Mas, há cerca de 500 anos, algo estava claramente muito errado. “É quando realmente vemos isso [a produção do ADE] cair”, diz Robinson.
Acredita-se que isso reflita as consequências da chegada de Cristóvão Colombo em solo sul-americano em 1 de agosto de 1498. Quando ele mergulhou a bandeira vermelha e dourada da Espanha no chão da Península de Paria, na Venezuela, marcou o início de uma “grande morte”. Estima-se que 56 milhões de indígenas foram mortos nas Américas até 1600 – tantos, que esfriaram o clima da Terra.
Um sumidouro de carbono
Embora muitos dos antigos habitantes da Amazônia tenham desaparecido há muito tempo, seu legado permanece. Curiosamente, nem todos os ADEs que eles deixaram para trás têm a mesma maquiagem – na verdade, eles variam muito, dependendo dos ingredientes específicos usados em diferentes locais.
“Mas o mecanismo básico para criar os solos e enriquecê-los parece ser semelhante”, diz Robinson. “Eles [indígenas] estão investindo diretamente nos solos, a começar pelos próprios resíduos”, diz. A base é composta principalmente por restos de alimentos, com adição de fezes e carvão.

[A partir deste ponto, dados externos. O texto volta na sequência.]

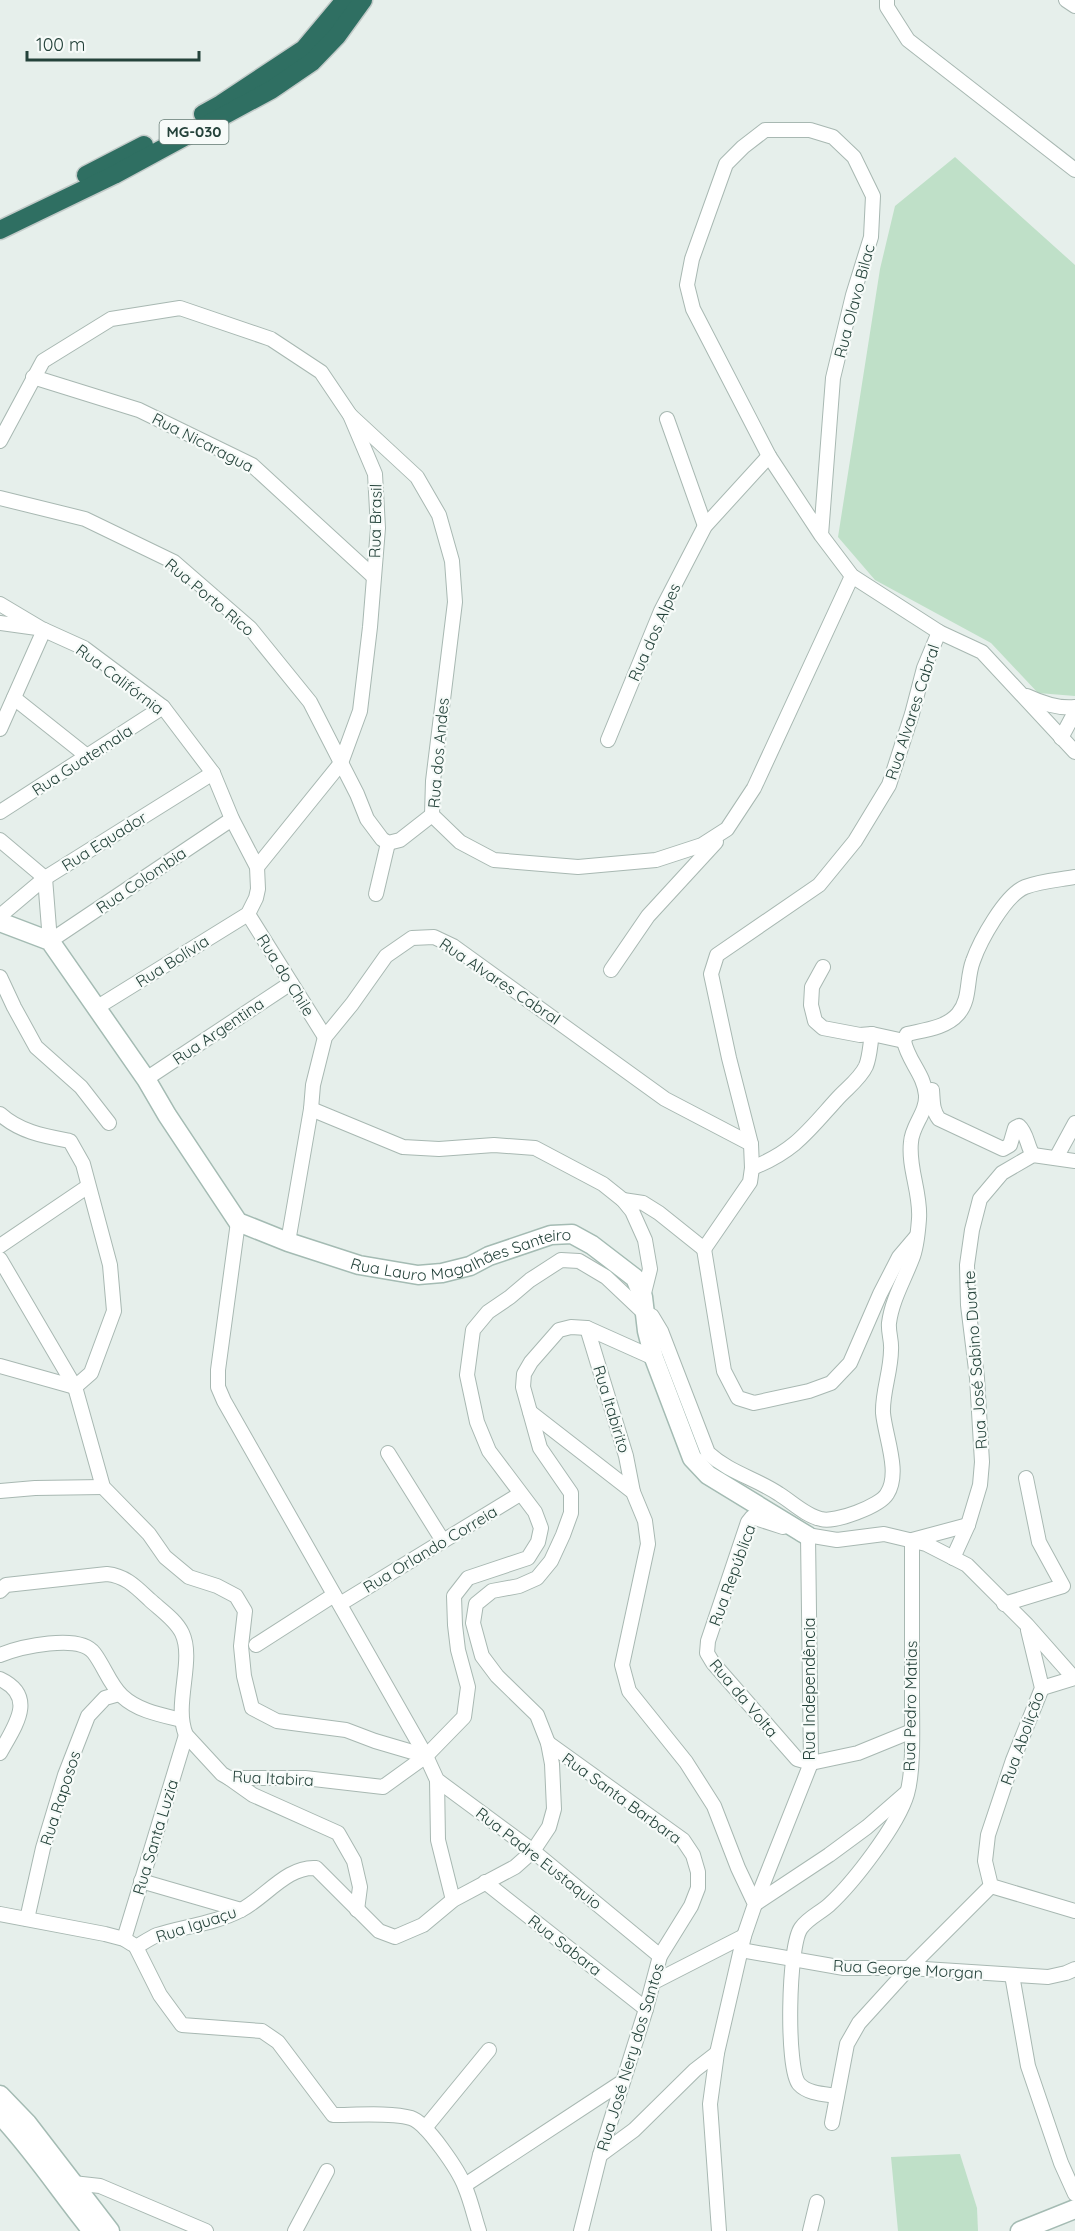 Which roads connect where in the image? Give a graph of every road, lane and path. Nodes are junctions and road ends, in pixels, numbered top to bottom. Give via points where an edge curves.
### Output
1 (345, 0) edge
2 (363, 0) edge
3 (887, 0) edge
4 (1066, 0) edge
5 (1075, 6) edge
6 (1075, 170) edge
7 (0, 217) edge
8 (0, 230) edge
9 (33, 377) junction
10 (350, 415) junction
11 (667, 419) dead end
12 (0, 441) edge
13 (769, 456) junction
14 (0, 498) edge
15 (705, 526) junction
16 (821, 535) junction
17 (373, 576) junction
18 (852, 576) junction
19 (0, 604) edge
20 (0, 623) edge
21 (43, 629) junction
22 (939, 632) junction
23 (1022, 694) junction
24 (14, 698) junction
25 (163, 707) junction
26 (1075, 707) edge
27 (1075, 712) edge
28 (0, 729) edge
29 (1061, 738) junction
30 (608, 740) dead end
31 (1075, 752) edge
32 (87, 756) junction
33 (341, 763) junction
34 (213, 773) junction
35 (0, 812) edge
36 (432, 815) junction
37 (232, 819) junction
38 (727, 829) junction
39 (0, 840) edge
40 (388, 843) junction
41 (257, 867) junction
42 (1075, 876) edge
43 (45, 878) junction
44 (376, 894) dead end
45 (248, 914) junction
46 (0, 916) edge
47 (0, 922) edge
48 (50, 941) junction
49 (823, 967) dead end
50 (611, 970) dead end
51 (0, 977) edge
52 (291, 983) junction
53 (96, 1008) junction
54 (872, 1034) junction
55 (325, 1037) junction
56 (904, 1041) junction
57 (921, 1076) junction
58 (146, 1079) junction
59 (311, 1109) junction
60 (0, 1113) edge
61 (1075, 1123) edge
62 (109, 1124) dead end
63 (751, 1144) junction
64 (1033, 1155) junction
65 (1056, 1158) junction
66 (1075, 1161) edge
67 (752, 1168) junction
68 (87, 1187) junction
69 (623, 1200) junction
70 (238, 1222) junction
71 (916, 1237) junction
72 (288, 1242) junction
73 (0, 1246) edge
74 (704, 1249) junction
75 (0, 1259) edge
76 (643, 1304) junction
77 (587, 1328) junction
78 (654, 1358) junction
79 (0, 1366) edge
80 (75, 1387) junction
81 (530, 1412) junction
82 (388, 1453) dead end
83 (1026, 1478) dead end
84 (103, 1487) junction
85 (0, 1491) edge
86 (633, 1492) junction
87 (520, 1494) junction
88 (968, 1525) junction
89 (808, 1536) junction
90 (912, 1540) junction
91 (443, 1541) junction
92 (953, 1558) junction
93 (0, 1591) edge
94 (337, 1600) junction
95 (1004, 1604) junction
96 (1027, 1625) junction
97 (256, 1645) dead end
98 (707, 1653) joint
99 (0, 1655) edge
100 (1074, 1677) edge
101 (0, 1679) edge
102 (1042, 1688) junction
103 (119, 1694) junction
104 (182, 1720) junction
105 (912, 1731) junction
106 (186, 1735) junction
107 (548, 1743) junction
108 (0, 1753) edge
109 (426, 1756) junction
110 (811, 1763) junction
111 (229, 1778) junction
112 (437, 1780) junction
113 (907, 1792) junction
114 (533, 1851) junction
115 (693, 1856) joint
116 (141, 1881) junction
117 (485, 1882) junction
118 (991, 1886) junction
119 (453, 1900) junction
120 (756, 1904) junction
121 (241, 1910) junction
122 (357, 1910) junction
123 (1075, 1911) edge
124 (0, 1914) edge
125 (27, 1919) junction
126 (744, 1936) junction
127 (130, 1943) junction
128 (741, 1950) junction
129 (660, 1956) junction
130 (791, 1959) junction
131 (909, 1968) junction
132 (1075, 1969) edge
133 (1012, 1975) junction
134 (654, 1982) junction
135 (646, 2009) junction
136 (489, 2050) dead end
137 (717, 2054) junction
138 (622, 2082) junction
139 (0, 2095) edge
140 (837, 2096) junction
141 (0, 2115) edge
142 (832, 2123) dead end
143 (425, 2128) junction
144 (600, 2155) junction
145 (327, 2171) dead end
146 (74, 2183) junction
147 (465, 2185) junction
148 (1075, 2194) edge
149 (817, 2202) dead end
150 (1075, 2209) edge
151 (92, 2231) edge
152 (110, 2231) edge
153 (206, 2231) edge
154 (296, 2231) edge
155 (479, 2231) edge
156 (581, 2231) edge
157 (719, 2231) edge
158 (810, 2231) edge
159 (1020, 2231) edge

1 - 7 highway, MG-030 via 304,50 221,104
2 - 8 highway, MG-030 via 312,62 272,90 114,175
3 - 6 street via 887,7 908,40
4 - 5 street
9 - 10 street, Rua Brasil via 43,361 111,319 180,308 271,339 321,372
9 - 12 street, Rua Brasil
9 - 17 street, Rua Nicaragua via 139,410 252,465
10 - 17 street, Rua Brasil via 375,474 378,528
10 - 36 street, Rua dos Andes via 417,477 439,515 452,561 455,602
11 - 15 street
13 - 15 street, Rua dos Alpes
13 - 16 street, Rua Olavo Bilac
13 - 16 street, Rua Olavo Bilac via 693,309 687,285 692,259 726,164 765,130 810,130 833,137 854,157 873,196 871,237 833,378
14 - 33 street, Rua Porto Rico via 85,519 174,562 250,628 310,702
15 - 30 street, Rua dos Alpes via 661,611
16 - 18 street
17 - 33 street, Rua Brasil via 360,711
18 - 22 street
18 - 38 street, Rua dos Andes via 754,788
19 - 21 street, Rua Califórnia
20 - 21 street
21 - 24 street
21 - 25 street, Rua Califórnia via 84,648
22 - 23 street via 982,652
22 - 63 street, Rua Alvares Cabral via 924,668 889,785 855,842 819,885 717,955 711,974
23 - 26 street via 1045,704
23 - 29 street
24 - 28 street
24 - 32 street
25 - 32 street, Rua Guatemala
25 - 34 street, Rua Califórnia
27 - 29 street
29 - 31 street
32 - 35 street, Rua Guatemala
33 - 40 street, Rua Porto Rico via 367,819
33 - 41 street, Rua Brasil
34 - 37 street, Rua Califórnia
34 - 43 street, Rua Equador
36 - 38 street, Rua dos Andes via 459,842 494,860 578,867 656,860 702,845
36 - 40 street via 400,840
37 - 41 street, Rua Califórnia
37 - 48 street, Rua Colombia
38 - 50 street via 648,916
39 - 43 street
40 - 44 street
41 - 45 street, Rua Califórnia via 258,889
42 - 56 street via 1023,888 1010,898 972,962 966,1002 957,1015 944,1024 908,1034
43 - 46 street, Rua Equador
43 - 48 street
45 - 52 street, Rua do Chile
45 - 53 street, Rua Bolívia
47 - 48 street
48 - 53 street
49 - 54 street via 812,987 815,1021 823,1028
51 - 62 street via 36,1047 81,1087
52 - 55 street, Rua do Chile
52 - 58 street, Rua Argentina
53 - 58 street
54 - 56 street
54 - 67 street via 865,1069 853,1083 802,1139 779,1156
55 - 59 street, Rua Alvares Cabral
55 - 63 street, Rua Alvares Cabral via 386,956 412,938 434,937 453,946 665,1099
56 - 57 street via 907,1055
57 - 64 street via 932,1084 939,1119 1003,1149 1010,1145 1019,1126
57 - 71 street via 926,1097 924,1111 911,1138 910,1150 919,1215
58 - 70 street
59 - 69 street via 403,1147 535,1148 603,1184
59 - 72 street, Rua Alvares Cabral
60 - 68 street via 11,1124 33,1133 70,1141 83,1164
61 - 65 street
63 - 67 street, Rua Alvares Cabral
64 - 65 street
64 - 88 street, Rua José Sabino Duarte via 1002,1173 987,1190 980,1199 972,1230 967,1265 968,1305 982,1462 980,1485
65 - 66 street
67 - 74 street, Rua Alvares Cabral via 750,1182
68 - 73 street
68 - 80 street via 110,1265 114,1311 91,1373
69 - 74 street via 643,1203 659,1212
69 - 76 street via 645,1240 650,1269
70 - 72 street, Rua Lauro Magalhães Santeiro
70 - 94 street via 218,1387
71 - 74 street via 899,1257 879,1294 850,1363 831,1383 809,1392 754,1403 738,1398 724,1371
71 - 76 street via 913,1257 897,1292 889,1324 891,1350 883,1413 892,1459 891,1484 887,1495 877,1503 832,1520 820,1519 795,1506 708,1453 661,1331
72 - 76 street, Rua Lauro Magalhães Santeiro via 359,1265 418,1275 470,1266 534,1240 572,1234 635,1278
75 - 80 street
76 - 78 street, Rua Lauro Magalhães Santeiro
76 - 87 street, Rua Itabira via 579,1262 561,1260 488,1312 473,1330 467,1375 477,1422 489,1451
77 - 78 street
77 - 81 street via 559,1330 531,1362 524,1374 523,1388
77 - 86 street, Rua Itabirito
78 - 89 street, Rua Lauro Magalhães Santeiro via 692,1458 708,1474
79 - 80 street
80 - 84 street
81 - 86 street
81 - 107 street via 540,1448 571,1493 571,1513 551,1561 537,1578 492,1591 476,1604 473,1623 482,1656 537,1715
82 - 91 street
83 - 95 street via 1039,1542 1064,1586
84 - 85 street
84 - 109 street via 149,1534 165,1557 189,1577 236,1596 245,1611 241,1646 252,1708 277,1721 346,1730
86 - 120 street, Rua Itabirito via 645,1521 648,1544 622,1665 629,1691 686,1762 714,1806
87 - 91 street, Rua Orlando Correia
87 - 109 street, Rua Itabira via 535,1512 541,1528 538,1542 528,1558 468,1578 454,1596 458,1650 468,1687 464,1717
88 - 90 street
88 - 92 street, Rua José Sabino Duarte
89 - 90 street via 837,1540 884,1534
89 - 98 street, Rua República via 752,1517
89 - 110 street, Rua Independência
90 - 92 street
90 - 105 street, Rua Pedro Matias
91 - 94 street, Rua Orlando Correia
92 - 95 street via 967,1565
93 - 104 street, Rua Itabira via 6,1585 107,1574 128,1580 174,1621 183,1635 186,1654
94 - 97 street, Rua Orlando Correia
94 - 109 street
95 - 96 street
96 - 100 street
96 - 102 street, Rua Abolição
98 - 110 street, Rua da Volta via 797,1759
99 - 103 street via 46,1643 80,1644 92,1650
100 - 102 street
101 - 108 street via 18,1692 21,1703 20,1716
102 - 118 street, Rua Abolição via 988,1835 985,1861
103 - 104 street via 156,1714
103 - 125 street, Rua Raposos via 105,1698 88,1716 43,1848
104 - 106 street, Rua Itabira
105 - 110 street via 858,1753
105 - 113 street, Rua Pedro Matias
106 - 111 street, Rua Itabira
106 - 116 street, Rua Santa Luzia
107 - 114 street via 554,1809 549,1827
107 - 115 street, Rua Santa Barbara via 683,1840
109 - 111 street, Rua Itabira via 383,1787 304,1778
109 - 112 street, Rua Padre Eustaquio
110 - 120 street, Rua Independência
111 - 122 street via 253,1794 338,1833 354,1861 360,1887
112 - 114 street, Rua Padre Eustaquio
112 - 119 street via 438,1840
113 - 120 street, Rua Pedro Matias via 867,1827
113 - 130 street via 897,1819 847,1885 800,1929
114 - 117 street via 515,1867
114 - 129 street, Rua Padre Eustaquio
115 - 129 street, Rua José Nery dos Santos via 698,1888
116 - 121 street
116 - 127 street, Rua Santa Luzia
117 - 119 street
117 - 135 street, Rua Sabara
118 - 123 street
118 - 131 street
119 - 122 street, Rua Iguaçu via 423,1925 395,1937 379,1931
120 - 126 street, Rua Independência
121 - 122 street, Rua Iguaçu via 291,1873 306,1867 324,1874
121 - 127 street, Rua Iguaçu via 213,1922
124 - 125 street
125 - 127 street via 105,1934
126 - 128 street, Rua Independência
126 - 134 street
127 - 143 street via 182,2025 262,2031 278,2042 333,2115 400,2116 414,2119
128 - 130 street, Rua George Morgan
128 - 137 street, Rua Independência
129 - 134 street, Rua José Nery dos Santos
130 - 131 street, Rua George Morgan via 844,1968
130 - 140 street via 794,2075 811,2092
131 - 133 street, Rua George Morgan
131 - 140 street via 859,2023 847,2044
132 - 133 street, Rua George Morgan via 1048,1977
133 - 148 street via 1028,2066
134 - 135 street, Rua José Nery dos Santos
135 - 138 street, Rua José Nery dos Santos
136 - 143 street
137 - 144 street via 695,2070 634,2130
137 - 157 street, Rua Independência via 710,2104
138 - 144 street, Rua José Nery dos Santos
138 - 147 street
139 - 146 street
140 - 142 street
141 - 151 street
143 - 147 street
144 - 156 street, Rua José Nery dos Santos
145 - 154 street
146 - 152 street
146 - 153 street via 100,2186
147 - 155 street
149 - 158 street
150 - 159 street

E é este último que está atraindo cada vez mais atenção.
Acontece que não apenas os ADEs são extraordinariamente ricos em nutrientes, mas também são poderosos sumidouros de carbono – com até 7,5 vezes mais carbono dentro em comparação com os solos circundantes. À medida que os ADEs se acumulam, o carbono fica preso no subsolo, onde permanece estável por centenas de anos – trancando-o e atrasando sua entrada na atmosfera.
Não está claro por que o carbono dentro dos ADEs se comporta dessa maneira, mas os cientistas suspeitam que tenha algo a ver com o “carbono negro”, também conhecido como “biochar”. Este ingrediente-chave é feito de material orgânico que foi transformado em carbono quase puro em altas temperaturas, na presença de pouco oxigênio. O processo não emite tanto dióxido de carbono quanto a produção de carvão vegetal, mas leva a um produto fino e esfarelado que foi encontrado em ADEs em toda a Amazônia.